═══ STORED DATA ═══
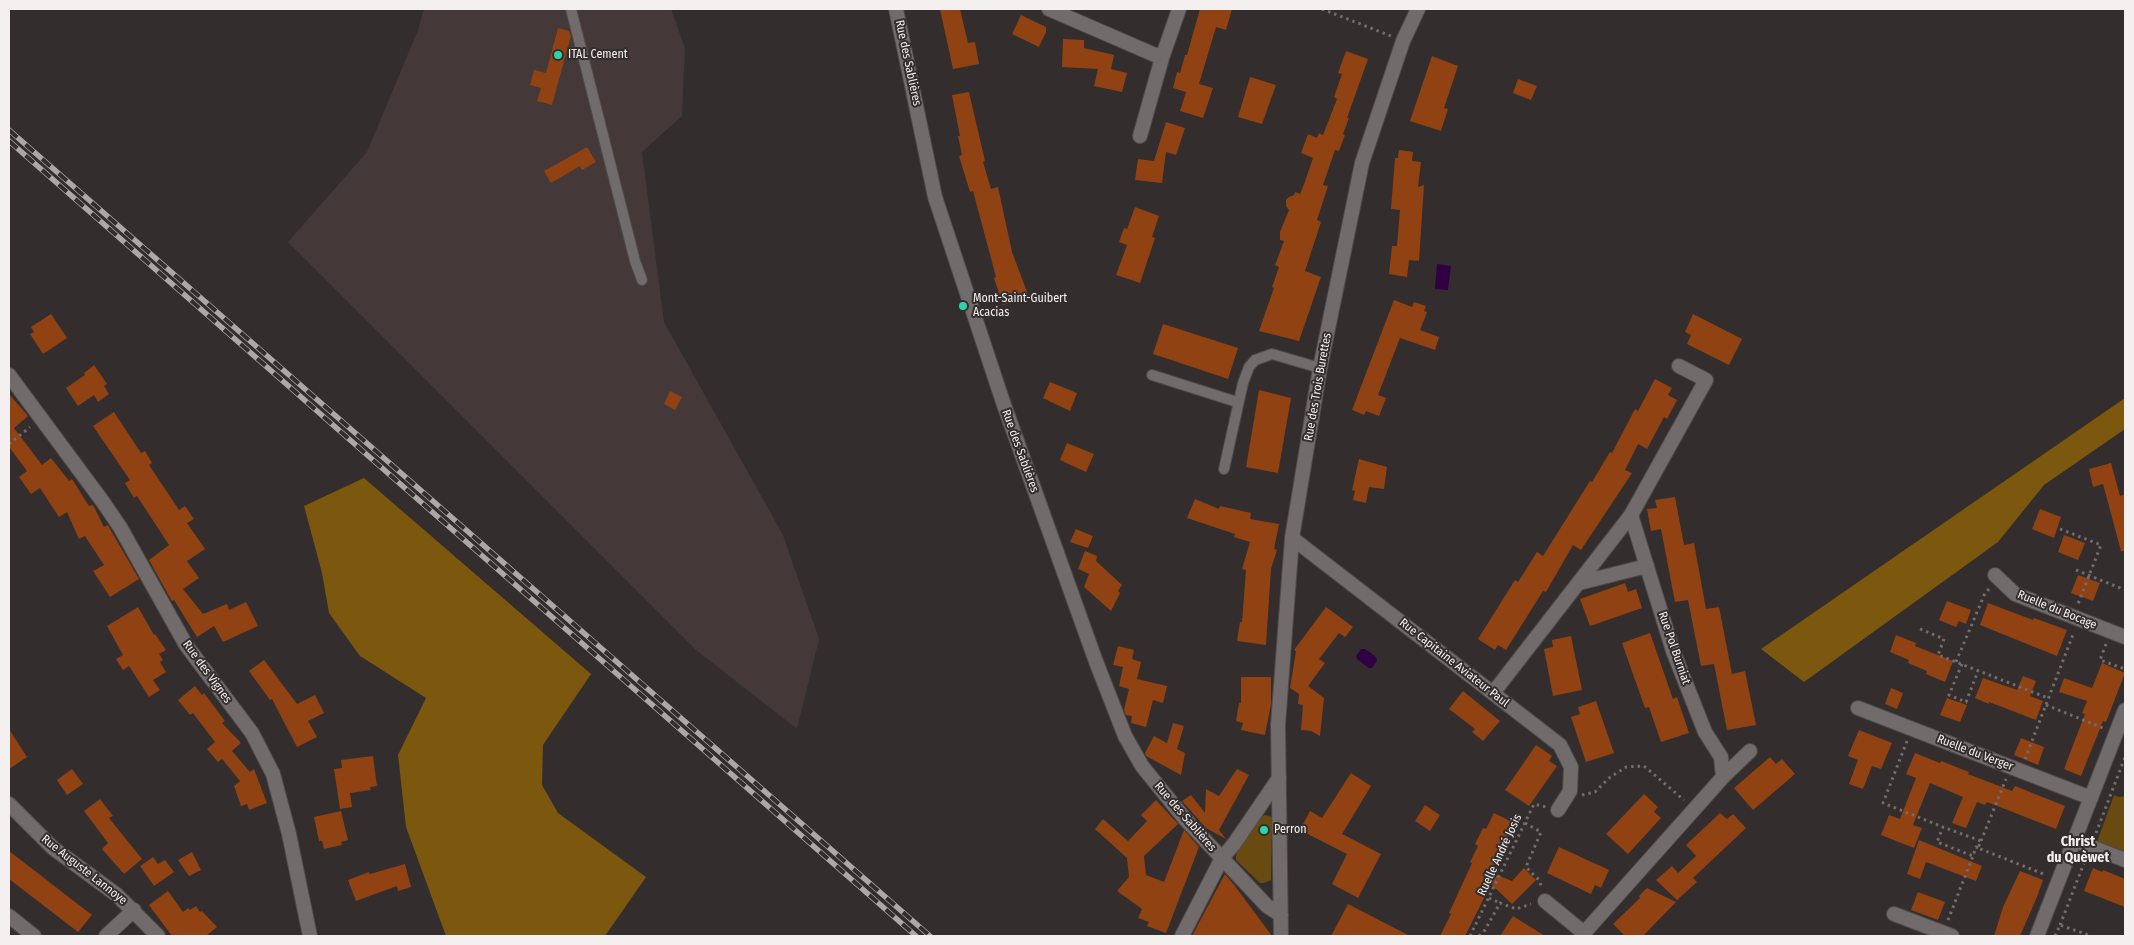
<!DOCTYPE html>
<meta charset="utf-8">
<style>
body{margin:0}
#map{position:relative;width:2134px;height:945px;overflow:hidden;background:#332d2d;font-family:"Fira Sans Condensed",sans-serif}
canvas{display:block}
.frame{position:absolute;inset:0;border:10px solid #f4f0f0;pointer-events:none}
</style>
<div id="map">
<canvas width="2134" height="945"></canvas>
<div class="frame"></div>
</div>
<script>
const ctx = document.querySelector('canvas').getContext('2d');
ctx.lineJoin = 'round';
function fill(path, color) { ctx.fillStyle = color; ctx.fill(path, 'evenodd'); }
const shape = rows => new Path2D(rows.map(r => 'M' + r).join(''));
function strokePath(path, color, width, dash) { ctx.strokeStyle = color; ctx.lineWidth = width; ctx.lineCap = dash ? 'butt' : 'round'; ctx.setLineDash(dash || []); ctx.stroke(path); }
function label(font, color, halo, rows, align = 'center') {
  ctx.font = font + ' "Fira Sans Condensed",sans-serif'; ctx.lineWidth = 4; ctx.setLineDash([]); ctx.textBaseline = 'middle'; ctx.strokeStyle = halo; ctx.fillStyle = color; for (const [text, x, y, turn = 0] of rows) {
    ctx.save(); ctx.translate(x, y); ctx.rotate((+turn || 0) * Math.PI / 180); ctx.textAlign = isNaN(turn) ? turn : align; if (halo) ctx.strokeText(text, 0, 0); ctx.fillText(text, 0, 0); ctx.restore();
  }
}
fill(shape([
 [424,9,671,9,685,48,682,116,642,152,664,322,783,535,819,639,797,729,696,650,288,242,367,152,418,30]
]), '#443838');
fill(shape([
 [2114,795,2119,797,2125,796,2125,852,2097,842],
 [1265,815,1272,817,1271,880,1264,883,1260,883,1236,860,1236,856,1237,851,1261,817]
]), '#694a11');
fill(shape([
 [2125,398,2125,429,2044,485,1998,542,1804,682,1761,649],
 [364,478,591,674,543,745,542,785,558,813,646,877,605,936,446,936,406,827,398,755,426,698,360,656,329,613,322,573,304,506]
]), '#7c570e');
fill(shape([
 [1437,264,1451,266,1448,290,1435,289],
 [1361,649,1365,649,1376,657,1377,661,1372,668,1369,668,1357,659,1356,656]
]), '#300043');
fill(shape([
 [940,9,960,9,968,43,975,42,979,64,953,69],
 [1200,9,1232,9,1226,30,1216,27,1199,84,1213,88,1203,118,1180,111,1186,92,1173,88,1177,72,1180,73,1185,55,1187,55],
 [1021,15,1046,27,1046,32,1039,47,1012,34],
 [558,28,569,31,571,36,552,105,537,101,541,88,530,85,534,70,546,73],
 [1063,39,1084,40,1084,48,1114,55,1111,69,1127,73,1122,92,1094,86,1098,69,1062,67],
 [1346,51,1368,59,1347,118,1349,118,1343,134,1345,135,1339,151,1335,150,1323,185,1328,186,1317,220,1321,222,1305,271,1321,277,1299,341,1259,331,1274,288,1272,287,1279,267,1275,265,1284,241,1280,240,1280,232,1289,210,1286,206,1286,200,1289,197,1294,195,1295,192,1300,194,1303,187,1313,158,1301,153,1308,134,1317,138,1319,133,1323,135,1337,99,1334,97,1342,74,1338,73],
 [1432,56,1458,66,1444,108,1448,109,1441,131,1410,121],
 [1250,77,1276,85,1262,124,1238,117],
 [1518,79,1537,86,1531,100,1513,93],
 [969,92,985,161,983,162,991,189,998,187,1012,252,1029,297,1003,305,994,278,996,277,973,191,970,192,959,156,962,155,958,136,960,136,952,95],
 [1166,122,1185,128,1176,155,1166,152,1162,183,1135,180,1138,159,1154,161],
 [587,147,596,162,582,170,580,166,551,183,544,171],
 [1399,150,1413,152,1412,161,1421,162,1418,187,1424,185,1419,261,1409,260,1407,277,1389,274,1392,246,1397,246,1400,210,1391,209,1395,158,1398,158],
 [1135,207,1159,216,1152,237,1155,238,1140,283,1116,275,1127,245,1119,242,1124,228,1127,229],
 [1394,300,1412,307,1414,302,1426,306,1424,311,1427,312,1420,330,1439,337,1435,350,1400,338,1378,395,1386,398,1379,416,1366,411,1364,415,1352,410],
 [51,314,67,338,43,354,30,334,34,332,31,327],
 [1693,314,1742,339,1729,365,1687,344,1691,335,1685,332],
 [1163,324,1238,348,1228,379,1153,354],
 [94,365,107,384,104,386,109,394,98,402,94,395,78,406,66,388,85,375,84,373],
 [1655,379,1672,388,1668,395,1677,400,1667,419,1664,417,1647,449,1638,444,1625,470,1632,473,1581,550,1573,545,1546,592,1543,591,1506,650,1498,645,1495,650,1478,639,1515,580,1518,582,1537,552,1543,556,1590,481,1592,482,1610,452,1612,453,1635,409,1638,411],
 [1050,382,1077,393,1070,411,1043,398],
 [1259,390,1291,398,1278,473,1246,467],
 [670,391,682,397,675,410,664,404],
 [9,394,28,416,14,428,42,465,51,458,69,481,72,479,89,506,93,505,104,527,108,525,110,529,139,579,110,597,93,571,104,565,85,536,79,539,67,512,59,517,40,488,31,494,19,477,27,471,9,447],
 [114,412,141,453,145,451,152,463,149,465,179,510,185,506,194,519,187,523,205,549,187,561,199,578,183,589,203,614,227,604,229,610,246,602,258,626,223,642,214,626,197,637,174,600,172,601,169,596,149,560,169,545,137,496,134,498,125,483,130,480,93,426],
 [1067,443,1094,454,1086,472,1060,460],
 [1359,459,1387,467,1384,489,1369,487,1366,503,1353,500,1355,491,1352,490],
 [2111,463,2120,496,2125,494,2125,551,2121,551,2103,484,2093,487,2089,469],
 [1675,497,1684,545,1694,543,1706,609,1719,607,1732,674,1745,671,1756,725,1727,730,1714,664,1701,666,1688,600,1675,602,1661,529,1651,531,1647,509,1657,508,1655,500],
 [1195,499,1219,509,1220,506,1251,513,1250,519,1279,524,1274,549,1277,550,1271,569,1266,645,1237,641,1240,622,1242,622,1246,570,1242,569,1250,542,1234,537,1235,534,1187,518],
 [2040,509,2061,517,2054,538,2032,529],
 [1076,529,1093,536,1088,548,1070,542],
 [2064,535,2085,543,2078,560,2058,552],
 [1085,551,1097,556,1096,561,1122,585,1118,591,1120,593,1111,611,1084,587,1089,574,1078,569],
 [2078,575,2100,583,2093,601,2071,593],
 [1625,583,1628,592,1636,589,1642,608,1590,626,1580,599],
 [1947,601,1971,610,1966,624,1959,621,1956,627,1939,620],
 [1988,603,2033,620,2034,618,2067,630,2057,656,1980,625],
 [138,607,154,635,155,634,166,650,159,654,163,660,160,662,166,672,153,680,160,690,149,697,129,666,123,670,116,659,123,655,107,626],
 [1326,607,1353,627,1345,637,1339,633,1319,659,1325,663,1308,686,1324,698,1320,736,1311,731,1301,730,1303,705,1298,704,1299,694,1290,688,1296,651,1294,650],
 [1650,633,1673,699,1677,697,1689,733,1661,742,1649,707,1645,708,1622,643],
 [1896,635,1916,643,1915,646,1953,661,1945,682,1926,674,1927,671,1908,663,1909,660,1890,652],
 [1571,636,1582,690,1553,696,1544,649,1553,647,1552,640],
 [1118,646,1134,650,1132,659,1141,662,1137,679,1167,686,1163,703,1153,700,1146,727,1131,723,1132,716,1126,715,1124,710,1129,689,1119,686,1123,667,1113,665],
 [264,660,297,704,315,695,324,713,308,721,317,737,297,747,272,699,270,700,249,671],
 [2102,663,2125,673,2106,722,2103,721,2081,776,2064,769,2085,714,2082,713,2087,701,2059,692,2064,678,2092,688],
 [2023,676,2036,681,2030,696,2043,701,2036,720,1989,702,1989,704,1975,698,1983,678,2017,690],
 [1241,677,1271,677,1271,704,1265,735,1241,730,1243,723,1236,721,1239,703,1241,703],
 [195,686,202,695,204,693,225,721,222,723,241,743,232,751,250,772,254,769,267,803,249,810,247,804,241,806,234,786,240,781,222,759,218,762,207,749,215,742,193,713,190,715,178,700],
 [1891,688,1903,693,1897,709,1885,704],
 [1463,691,1500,721,1483,741,1472,732,1475,729,1449,709],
 [1947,698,1967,705,1960,722,1940,715],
 [1596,701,1614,753,1586,762,1571,717,1580,714,1578,707],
 [1173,723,1184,726,1177,749,1185,753,1181,775,1146,756,1145,753,1154,736,1167,743],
 [9,729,27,757,9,769],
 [1859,730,1892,743,1881,769,1872,766,1863,789,1849,784,1858,760,1848,756],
 [2021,738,2044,747,2038,765,2014,755],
 [1536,745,1552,756,1549,761,1557,766,1529,806,1505,790],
 [1915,753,1940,763,1941,761,1969,772,1968,774,2012,791,2015,786,2065,806,2056,829,1987,802,1985,805,1977,802,1966,828,1952,823,1963,797,1930,783,1913,825,1922,828,1914,848,1881,835,1889,815,1900,819,1916,778,1906,774],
 [373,756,377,786,370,787,371,790,350,793,352,807,340,809,334,769,342,768,341,760],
 [1770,757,1776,764,1782,759,1795,774,1753,810,1734,788],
 [72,769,83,784,67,795,57,780],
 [1237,769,1249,775,1219,830,1226,839,1206,828,1182,801,1191,795,1205,813,1206,789,1219,796],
 [1351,773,1371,786,1342,834,1381,854,1358,898,1332,884,1347,854,1300,830,1310,811,1322,818],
 [1644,794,1658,807,1654,812,1661,818,1628,854,1606,834],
 [100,799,113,816,109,818,142,859,124,874,102,849,108,843,84,811],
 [1156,800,1178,824,1144,856,1146,875,1164,882,1184,830,1199,847,1166,933,1147,926,1149,922,1138,918,1142,909,1117,891,1129,877,1127,858,1095,829,1103,819,1128,841,1147,821,1141,815],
 [1425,805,1440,815,1430,831,1415,821],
 [341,811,348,840,341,842,342,845,324,849,322,841,319,841,314,817],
 [1494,813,1514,823,1490,872,1512,881,1524,868,1536,880,1512,904,1491,884,1465,936,1440,936,1451,914,1449,913,1472,863,1470,862,1478,846,1475,844,1483,828,1486,829],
 [1720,813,1727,819,1733,814,1746,828,1693,878,1697,882,1677,900,1656,880,1672,866,1678,873,1696,856,1686,845],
 [1919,840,1982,866,1976,881,1926,862,1920,879,1907,874],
 [1559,847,1609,870,1601,888,1595,885,1591,894,1547,873],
 [9,851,92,915,78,932,9,879],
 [192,852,201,870,189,876,178,860],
 [153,857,158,864,165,860,174,872,154,886,140,866],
 [405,864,411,887,398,891,397,886,356,901,348,880,369,872,370,874],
 [2093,868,2102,872,2103,870,2125,879,2125,907,2084,891],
 [2020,871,2043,880,2037,897,2020,936,1994,936,2003,907],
 [1225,874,1235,886,1272,936,1192,936],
 [1647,888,1676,902,1643,936,1625,936,1613,924,1640,898,1639,896],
 [168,891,183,912,188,908,190,910,196,906,200,912,202,911,217,927,206,936,172,936,149,905],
 [1918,892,1945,902,1938,920,1911,910],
 [1348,904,1410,936,1331,936],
 [1513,916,1545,936,1500,936]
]), '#904213');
const service = shape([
 [571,9,635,261,642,280],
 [1152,375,1237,402],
 [1224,469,1243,383,1249,367,1255,360,1272,354,1320,368]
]);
const minor = shape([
 [1049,9,1162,58],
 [1140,136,1162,58,1179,9],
 [9,375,103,502,120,527,186,645,252,733,273,774,289,834,310,936],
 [1292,538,1560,745,1571,767,1570,791,1558,810],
 [1995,575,2015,594,2125,637],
 [1579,583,1647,566],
 [1493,693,1631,515,1706,380,1679,366],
 [1858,708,2091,798],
 [1723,777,1750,751],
 [2074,840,2125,860],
 [1545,901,1584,933,1723,777,1721,757,1705,732,1673,651,1631,515],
 [1894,914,1952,936],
 [9,916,34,936],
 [106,936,134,910],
 [1182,936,1222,858,1234,844,1279,778],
 [2037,936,2125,710]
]);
const tertiary = shape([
 [896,9,935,197,1003,402,1095,659,1125,736,1142,766,1185,819,1267,906,1281,915],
 [9,804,53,848,117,895,158,936],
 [1281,936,1278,725,1292,538,1320,368,1362,163,1403,41,1418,9]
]);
strokePath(service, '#4e4a4a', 12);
strokePath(minor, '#4e4a4a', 16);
strokePath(tertiary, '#4e4a4a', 16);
strokePath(shape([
 [1322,9,1391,36],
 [9,444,30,427],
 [2060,529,2101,545,2078,604],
 [2076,570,2125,590],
 [1920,629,1944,639,1938,655,2048,698],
 [2106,644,2100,660,2125,669],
 [1956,662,1985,593,1990,588],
 [1962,664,1949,695,1966,702,1978,671],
 [2046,705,2103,728],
 [1907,741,1883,803,1943,827],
 [2025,759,2074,632],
 [1582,795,1595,792,1609,778,1626,767,1644,766,1684,800],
 [1525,823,1541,832,1526,867,1539,880,1542,888],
 [2096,833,2125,757],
 [1981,841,2006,779],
 [1978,848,1976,847,1973,856,1937,842,1943,827,1981,841,1978,848,2046,875],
 [1489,898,1500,903],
 [1948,920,1973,856],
 [2060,925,2086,858],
 [1470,936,1534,804,1546,807],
 [1479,936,1485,930,1500,903,1516,909,1531,904],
 [2055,936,2060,925,2091,936]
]), '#726d6d', 3, [2.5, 4]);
strokePath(service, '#716b6b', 10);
strokePath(minor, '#716b6b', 14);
strokePath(tertiary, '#716b6b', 14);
const rail = shape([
 [9,130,930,936],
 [9,141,916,936]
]);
strokePath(rail, '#ada8a8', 5.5);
strokePath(rail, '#332d2d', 4, [11]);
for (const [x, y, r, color] of [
 [558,55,5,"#2bd5ac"],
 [963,306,5,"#2bd5ac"],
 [1264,830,5,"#2bd5ac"]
]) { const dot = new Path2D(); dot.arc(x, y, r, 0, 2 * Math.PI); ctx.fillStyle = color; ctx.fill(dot); strokePath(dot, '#332d2d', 2); }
label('12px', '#f4f0f0', '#332d2d', [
 ["ITAL Cement",568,55],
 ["Mont-Saint-Guibert",973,299],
 ["Acacias",973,313],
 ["Perron",1274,830]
], 'left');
label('12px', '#f4f0f0', '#332d2d', [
 ["Rue des Sablières",908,63,78],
 ["Rue des Trois Burettes",1318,387,-80],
 ["Rue des Sablières",1020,451,70],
 ["Ruelle du Bocage",2057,610,22],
 ["Rue Pol Burniat",1674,648,71],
 ["Rue Capitaine Aviateur Paul",1454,663,38],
 ["Rue des Vignes",207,672,54],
 ["Ruelle du Verger",1975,753,21],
 ["Rue des Sablières",1185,817,49],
 ["Ruelle André Josis",1500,855,-65],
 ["Rue Auguste Lannoye",84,870,38]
]);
label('bold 14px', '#f4f0f0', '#332d2d', [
 ["Christ",2078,842],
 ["du Quèwet",2078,858]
]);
</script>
═══
EXERCISE OBJECTIVE »
Read the material above and copy out each line holding "canvas".

OUTPUT »
canvas{display:block}
<canvas width="2134" height="945"></canvas>
const ctx = document.querySelector('canvas').getContext('2d');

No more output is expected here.